• [Your task]
Look through the entries below and show every line containing the word "Lindenbaum".

• [Collected data]
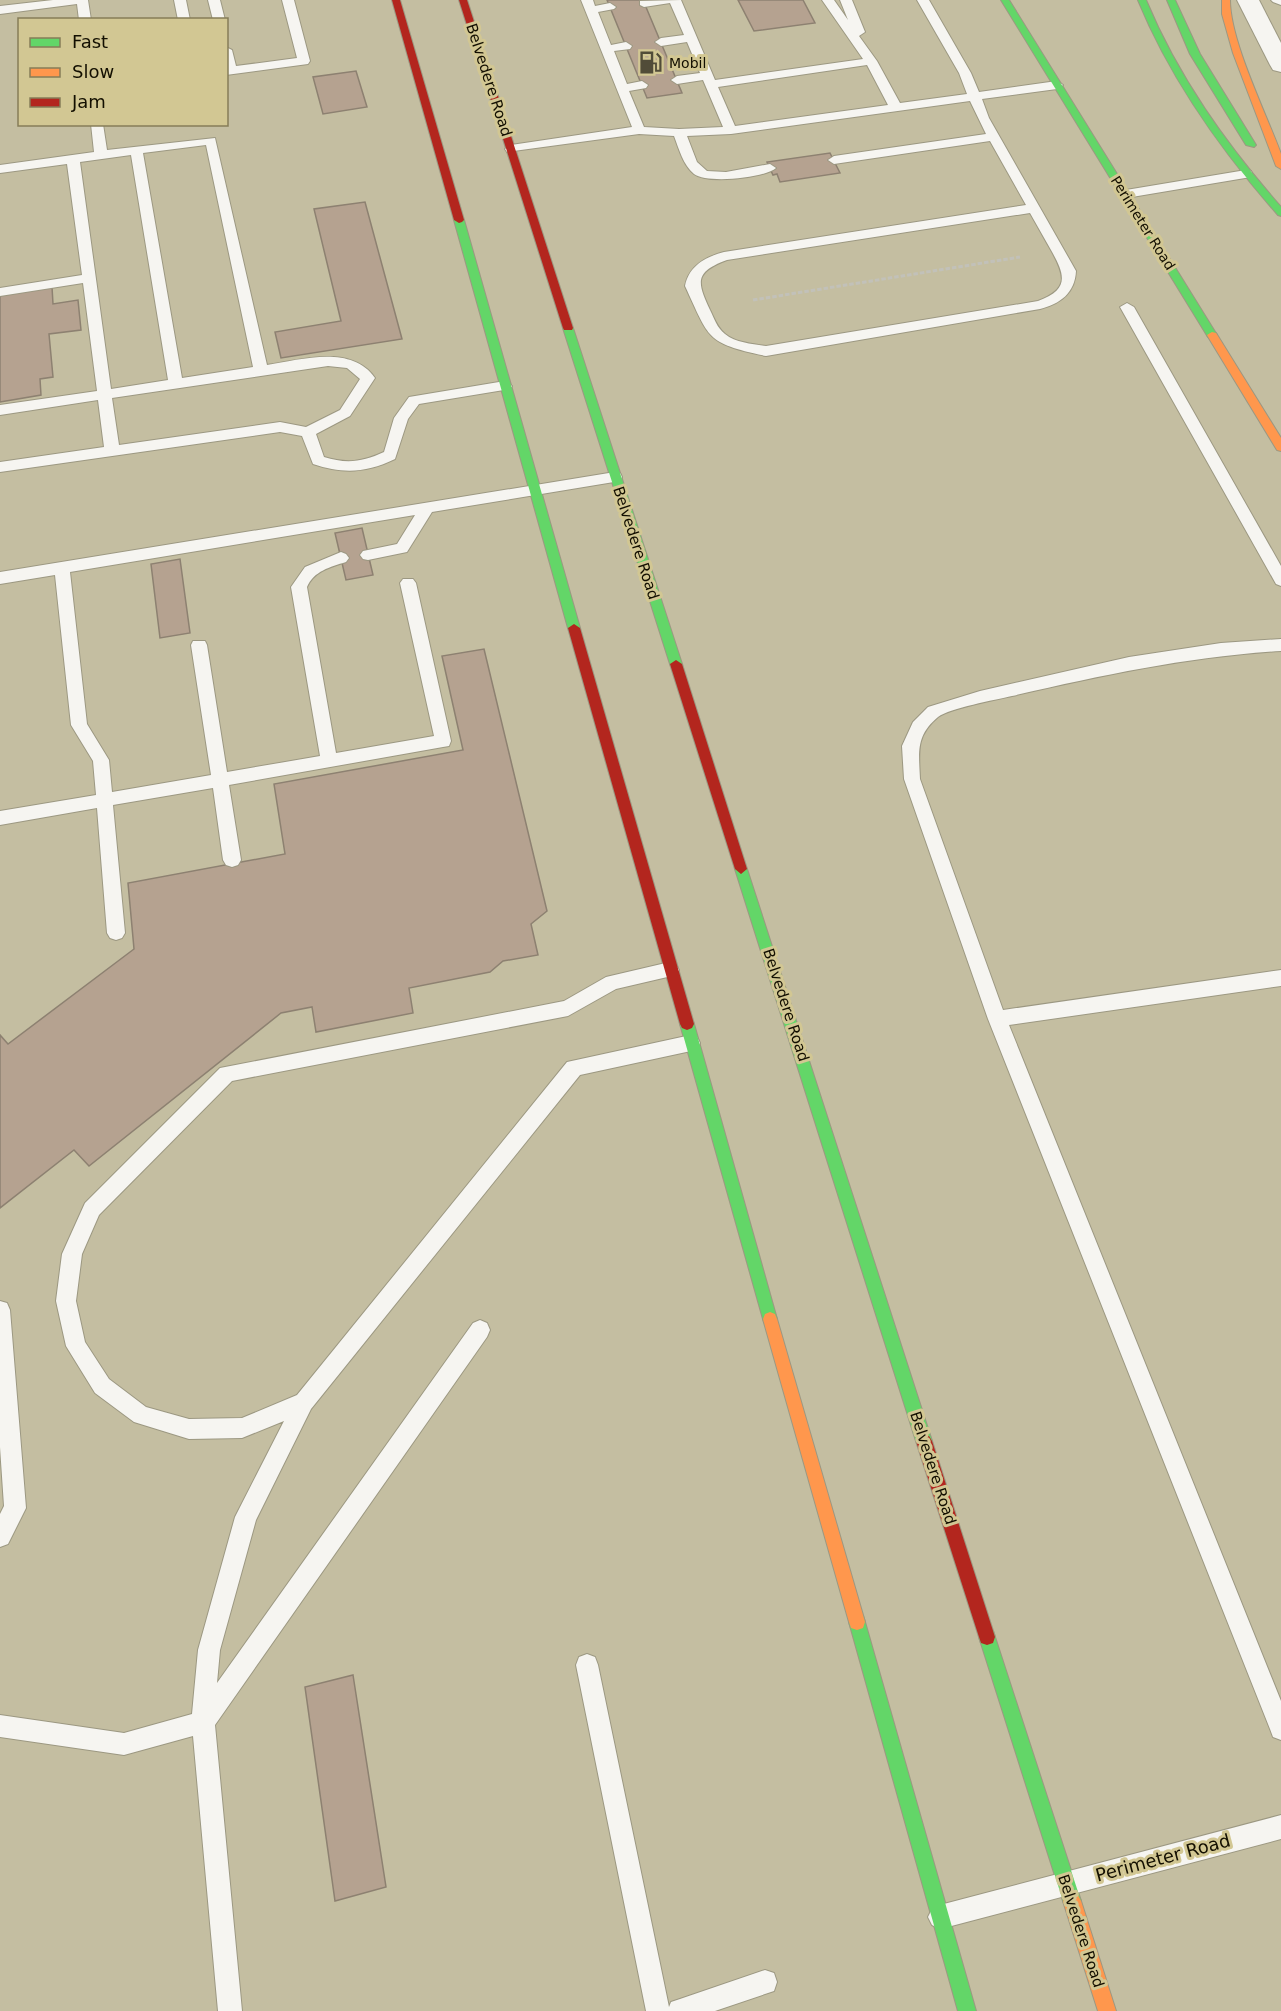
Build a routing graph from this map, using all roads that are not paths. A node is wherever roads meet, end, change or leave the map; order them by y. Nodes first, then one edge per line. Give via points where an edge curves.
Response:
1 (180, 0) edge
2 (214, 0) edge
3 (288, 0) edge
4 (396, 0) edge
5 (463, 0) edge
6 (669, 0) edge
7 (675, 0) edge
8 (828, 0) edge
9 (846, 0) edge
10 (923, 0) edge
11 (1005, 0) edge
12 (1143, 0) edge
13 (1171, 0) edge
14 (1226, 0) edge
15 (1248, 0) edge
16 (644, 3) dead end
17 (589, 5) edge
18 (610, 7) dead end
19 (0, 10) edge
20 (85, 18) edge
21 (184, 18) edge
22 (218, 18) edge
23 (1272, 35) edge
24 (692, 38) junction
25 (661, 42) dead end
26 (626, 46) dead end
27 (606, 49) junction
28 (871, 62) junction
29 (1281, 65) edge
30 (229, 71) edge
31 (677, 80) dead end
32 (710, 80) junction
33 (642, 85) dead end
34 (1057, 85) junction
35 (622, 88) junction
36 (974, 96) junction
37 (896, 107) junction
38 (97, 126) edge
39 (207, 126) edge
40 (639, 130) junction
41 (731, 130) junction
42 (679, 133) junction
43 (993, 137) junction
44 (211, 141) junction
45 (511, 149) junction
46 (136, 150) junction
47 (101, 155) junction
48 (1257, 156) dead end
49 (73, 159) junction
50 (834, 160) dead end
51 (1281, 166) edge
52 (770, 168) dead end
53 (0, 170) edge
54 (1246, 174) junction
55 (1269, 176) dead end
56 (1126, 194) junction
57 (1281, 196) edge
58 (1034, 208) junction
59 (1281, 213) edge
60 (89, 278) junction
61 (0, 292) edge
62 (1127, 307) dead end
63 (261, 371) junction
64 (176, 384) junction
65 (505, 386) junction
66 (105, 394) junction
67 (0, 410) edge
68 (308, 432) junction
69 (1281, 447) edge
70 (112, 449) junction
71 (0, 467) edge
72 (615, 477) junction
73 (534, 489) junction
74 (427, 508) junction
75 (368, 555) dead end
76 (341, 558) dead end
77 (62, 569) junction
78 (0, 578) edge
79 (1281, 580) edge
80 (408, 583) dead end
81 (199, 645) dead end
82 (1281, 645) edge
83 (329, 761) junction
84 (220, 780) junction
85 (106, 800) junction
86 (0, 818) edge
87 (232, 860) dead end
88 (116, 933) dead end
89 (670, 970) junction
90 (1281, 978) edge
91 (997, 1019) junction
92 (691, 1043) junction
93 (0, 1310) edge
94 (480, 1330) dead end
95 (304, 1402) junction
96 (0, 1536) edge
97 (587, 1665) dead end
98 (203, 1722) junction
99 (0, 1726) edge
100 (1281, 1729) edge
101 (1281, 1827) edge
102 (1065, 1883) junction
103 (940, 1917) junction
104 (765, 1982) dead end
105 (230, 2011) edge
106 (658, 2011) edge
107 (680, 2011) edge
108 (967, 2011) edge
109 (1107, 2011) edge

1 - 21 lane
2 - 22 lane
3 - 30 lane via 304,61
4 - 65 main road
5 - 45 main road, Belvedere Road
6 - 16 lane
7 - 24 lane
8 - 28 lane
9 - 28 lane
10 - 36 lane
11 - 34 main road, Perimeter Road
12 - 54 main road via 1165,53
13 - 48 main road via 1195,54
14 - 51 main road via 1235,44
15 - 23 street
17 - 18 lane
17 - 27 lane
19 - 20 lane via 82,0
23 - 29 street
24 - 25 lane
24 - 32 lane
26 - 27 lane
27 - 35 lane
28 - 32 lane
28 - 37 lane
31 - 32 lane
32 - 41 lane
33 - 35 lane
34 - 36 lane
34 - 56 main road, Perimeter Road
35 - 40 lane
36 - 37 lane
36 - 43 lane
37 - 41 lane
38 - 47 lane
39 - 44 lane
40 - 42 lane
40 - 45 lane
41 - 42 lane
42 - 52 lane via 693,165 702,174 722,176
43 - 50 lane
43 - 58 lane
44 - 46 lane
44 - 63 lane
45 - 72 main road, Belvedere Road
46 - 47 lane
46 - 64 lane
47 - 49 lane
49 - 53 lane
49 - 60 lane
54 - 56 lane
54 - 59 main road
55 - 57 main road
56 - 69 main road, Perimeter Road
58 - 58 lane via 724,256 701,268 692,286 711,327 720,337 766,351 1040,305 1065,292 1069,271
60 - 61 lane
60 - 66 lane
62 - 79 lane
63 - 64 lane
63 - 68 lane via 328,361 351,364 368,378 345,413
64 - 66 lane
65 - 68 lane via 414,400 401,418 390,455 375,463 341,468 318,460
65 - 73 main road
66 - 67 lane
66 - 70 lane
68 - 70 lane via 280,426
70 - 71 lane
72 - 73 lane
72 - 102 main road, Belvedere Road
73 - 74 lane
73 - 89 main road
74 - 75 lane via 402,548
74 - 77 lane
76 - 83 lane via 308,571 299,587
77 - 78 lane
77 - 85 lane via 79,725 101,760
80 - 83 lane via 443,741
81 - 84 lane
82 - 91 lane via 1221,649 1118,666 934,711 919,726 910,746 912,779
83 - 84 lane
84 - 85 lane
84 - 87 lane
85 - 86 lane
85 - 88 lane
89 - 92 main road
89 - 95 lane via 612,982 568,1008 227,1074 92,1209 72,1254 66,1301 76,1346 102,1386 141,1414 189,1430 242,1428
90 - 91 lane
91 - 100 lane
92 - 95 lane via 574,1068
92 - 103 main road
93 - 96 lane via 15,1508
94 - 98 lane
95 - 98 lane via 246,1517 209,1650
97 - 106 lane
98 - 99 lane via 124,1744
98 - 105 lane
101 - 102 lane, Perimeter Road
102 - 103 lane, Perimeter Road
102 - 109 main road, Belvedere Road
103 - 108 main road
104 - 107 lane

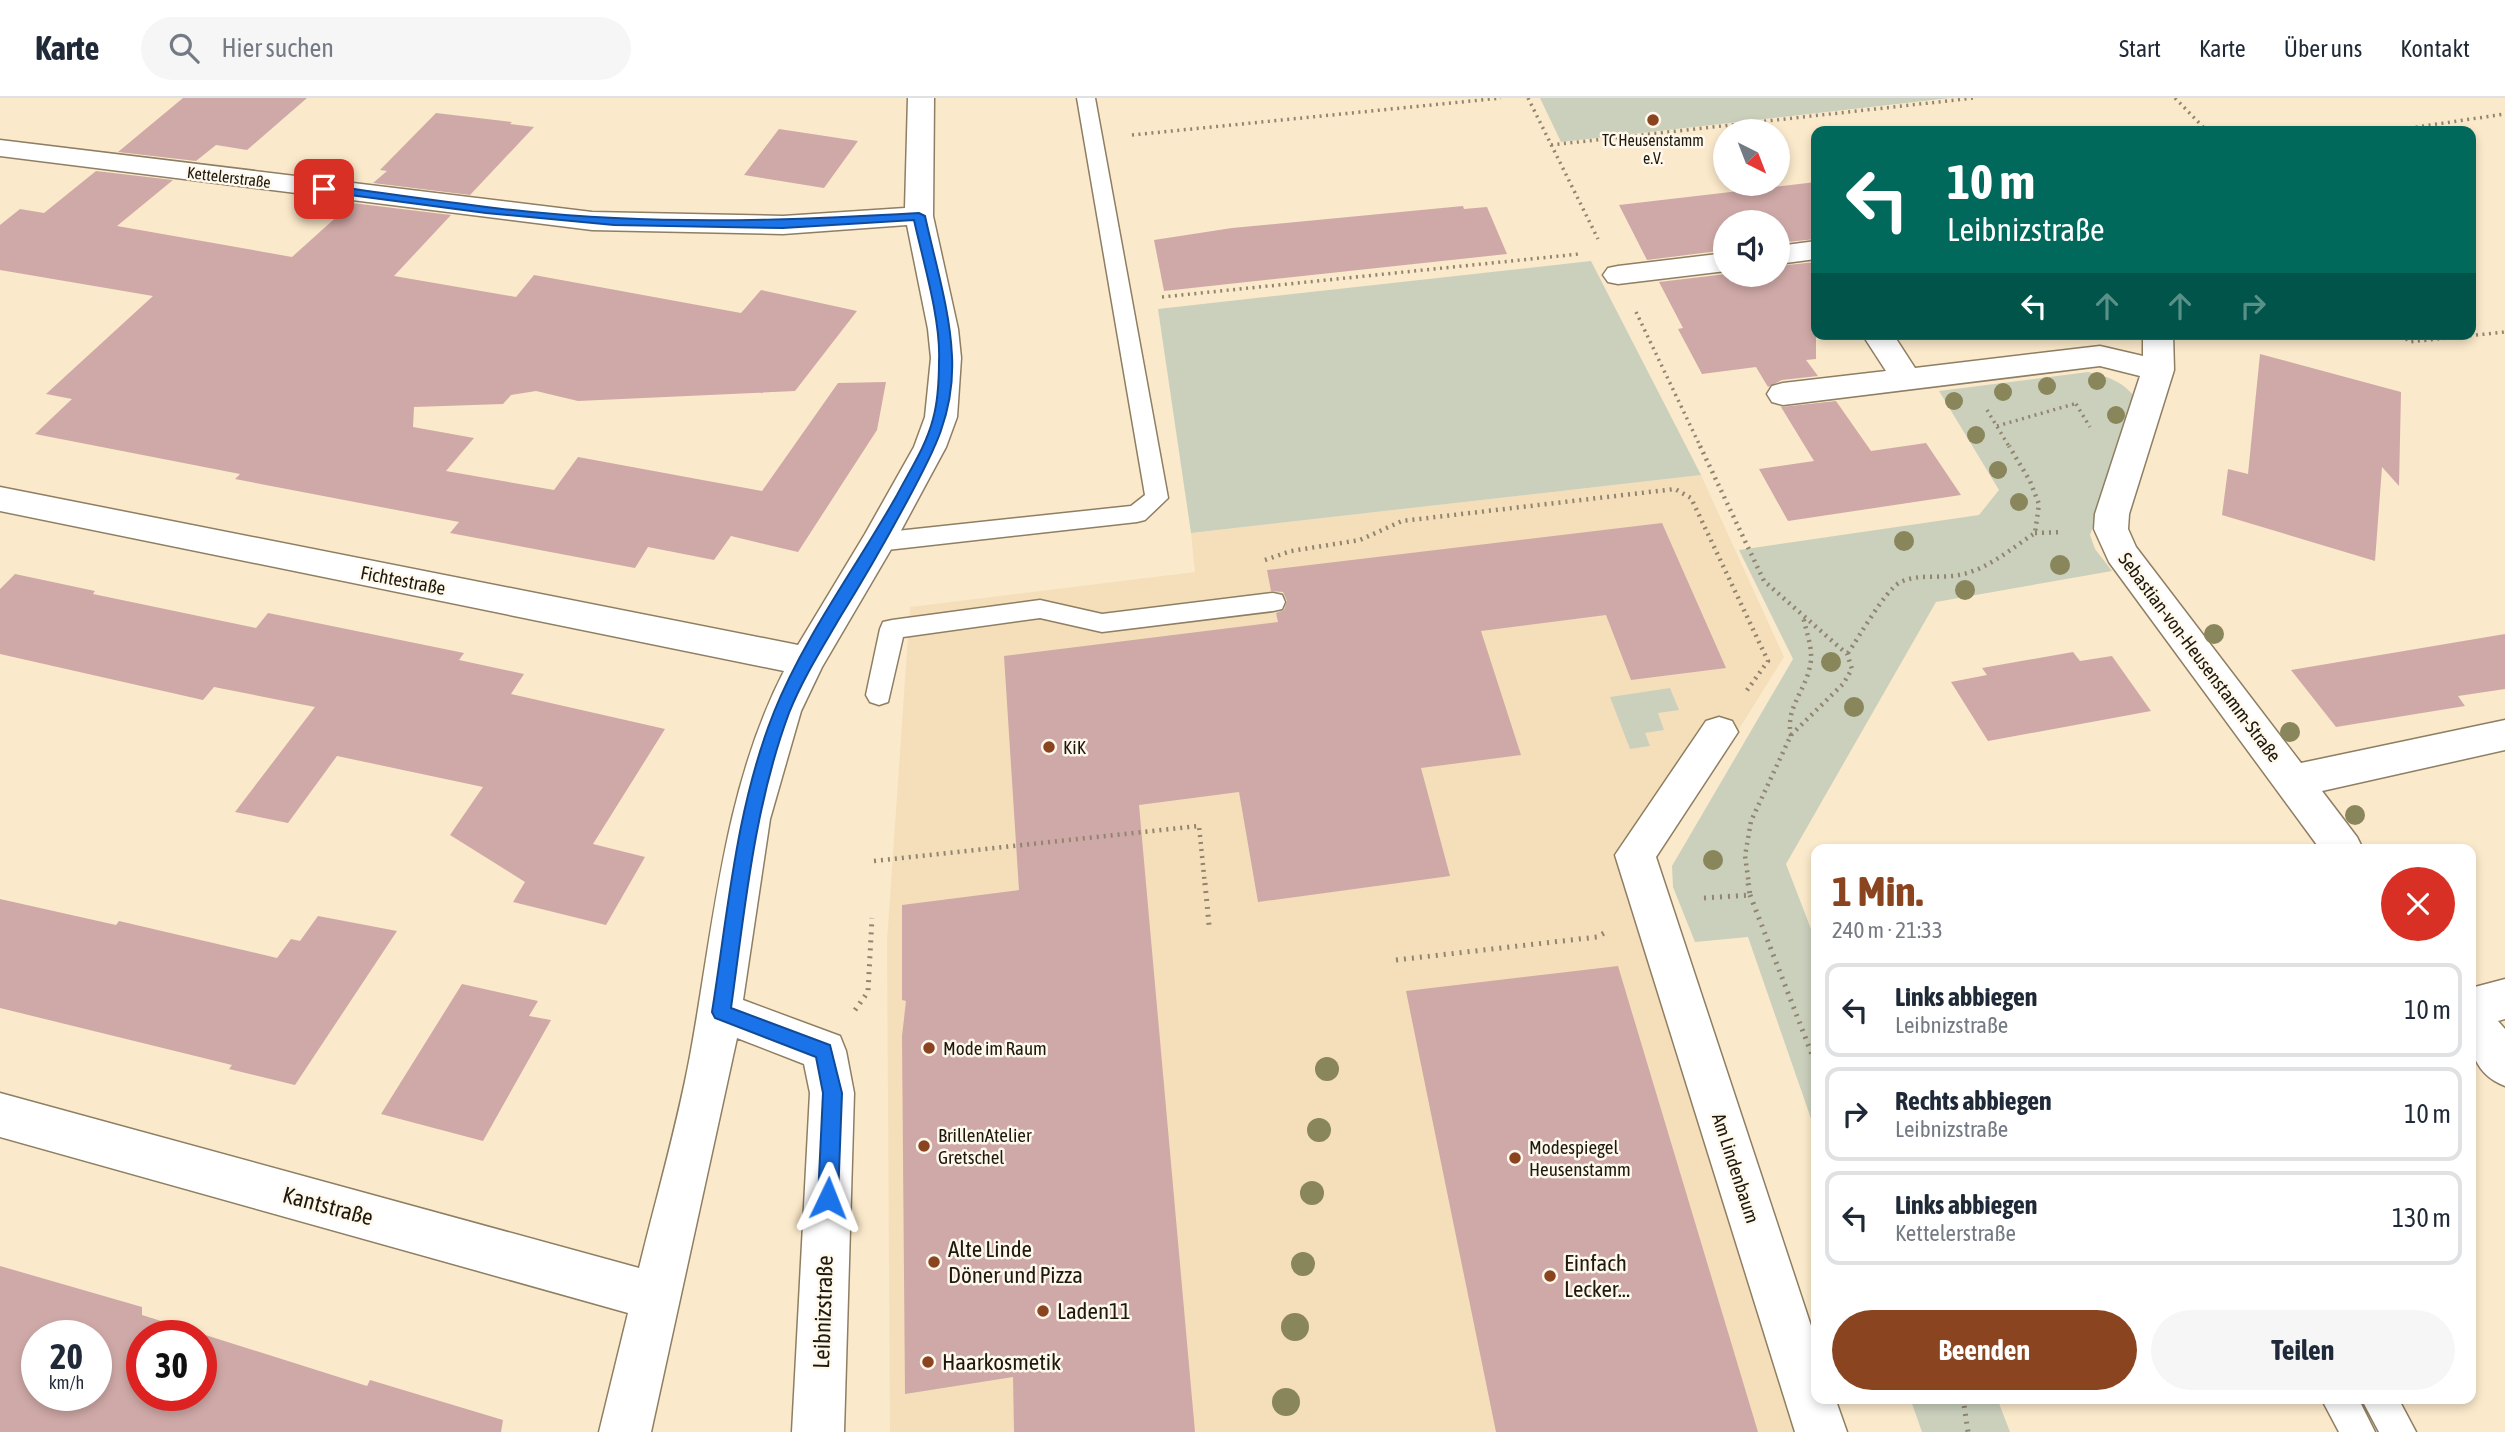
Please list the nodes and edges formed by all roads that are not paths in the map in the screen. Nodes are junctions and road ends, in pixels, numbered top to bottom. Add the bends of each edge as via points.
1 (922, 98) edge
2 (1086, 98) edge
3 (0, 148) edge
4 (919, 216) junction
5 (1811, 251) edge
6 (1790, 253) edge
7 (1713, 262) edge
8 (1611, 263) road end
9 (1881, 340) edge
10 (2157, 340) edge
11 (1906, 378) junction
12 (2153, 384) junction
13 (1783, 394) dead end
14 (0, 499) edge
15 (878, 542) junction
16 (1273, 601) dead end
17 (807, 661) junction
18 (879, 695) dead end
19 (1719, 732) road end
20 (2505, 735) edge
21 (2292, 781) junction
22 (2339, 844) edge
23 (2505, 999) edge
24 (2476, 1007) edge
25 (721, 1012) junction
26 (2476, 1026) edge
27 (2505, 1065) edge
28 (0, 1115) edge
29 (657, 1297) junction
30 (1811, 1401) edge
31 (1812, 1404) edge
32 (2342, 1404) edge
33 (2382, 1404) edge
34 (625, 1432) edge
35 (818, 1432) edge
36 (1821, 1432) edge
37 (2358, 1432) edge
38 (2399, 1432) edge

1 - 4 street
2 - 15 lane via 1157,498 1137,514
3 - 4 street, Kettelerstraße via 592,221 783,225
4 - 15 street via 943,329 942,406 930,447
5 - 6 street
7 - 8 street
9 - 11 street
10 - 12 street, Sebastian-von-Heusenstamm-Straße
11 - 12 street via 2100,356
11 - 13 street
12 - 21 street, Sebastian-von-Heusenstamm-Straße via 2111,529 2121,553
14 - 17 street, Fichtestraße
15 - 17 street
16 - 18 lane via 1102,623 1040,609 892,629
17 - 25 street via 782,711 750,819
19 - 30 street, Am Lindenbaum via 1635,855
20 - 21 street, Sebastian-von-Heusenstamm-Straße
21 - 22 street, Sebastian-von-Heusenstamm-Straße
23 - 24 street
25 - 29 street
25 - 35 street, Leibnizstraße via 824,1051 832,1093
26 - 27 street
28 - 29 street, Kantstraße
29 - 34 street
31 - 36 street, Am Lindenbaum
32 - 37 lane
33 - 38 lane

• [Completed exercise]
19 - 30 street, Am Lindenbaum via 1635,855
31 - 36 street, Am Lindenbaum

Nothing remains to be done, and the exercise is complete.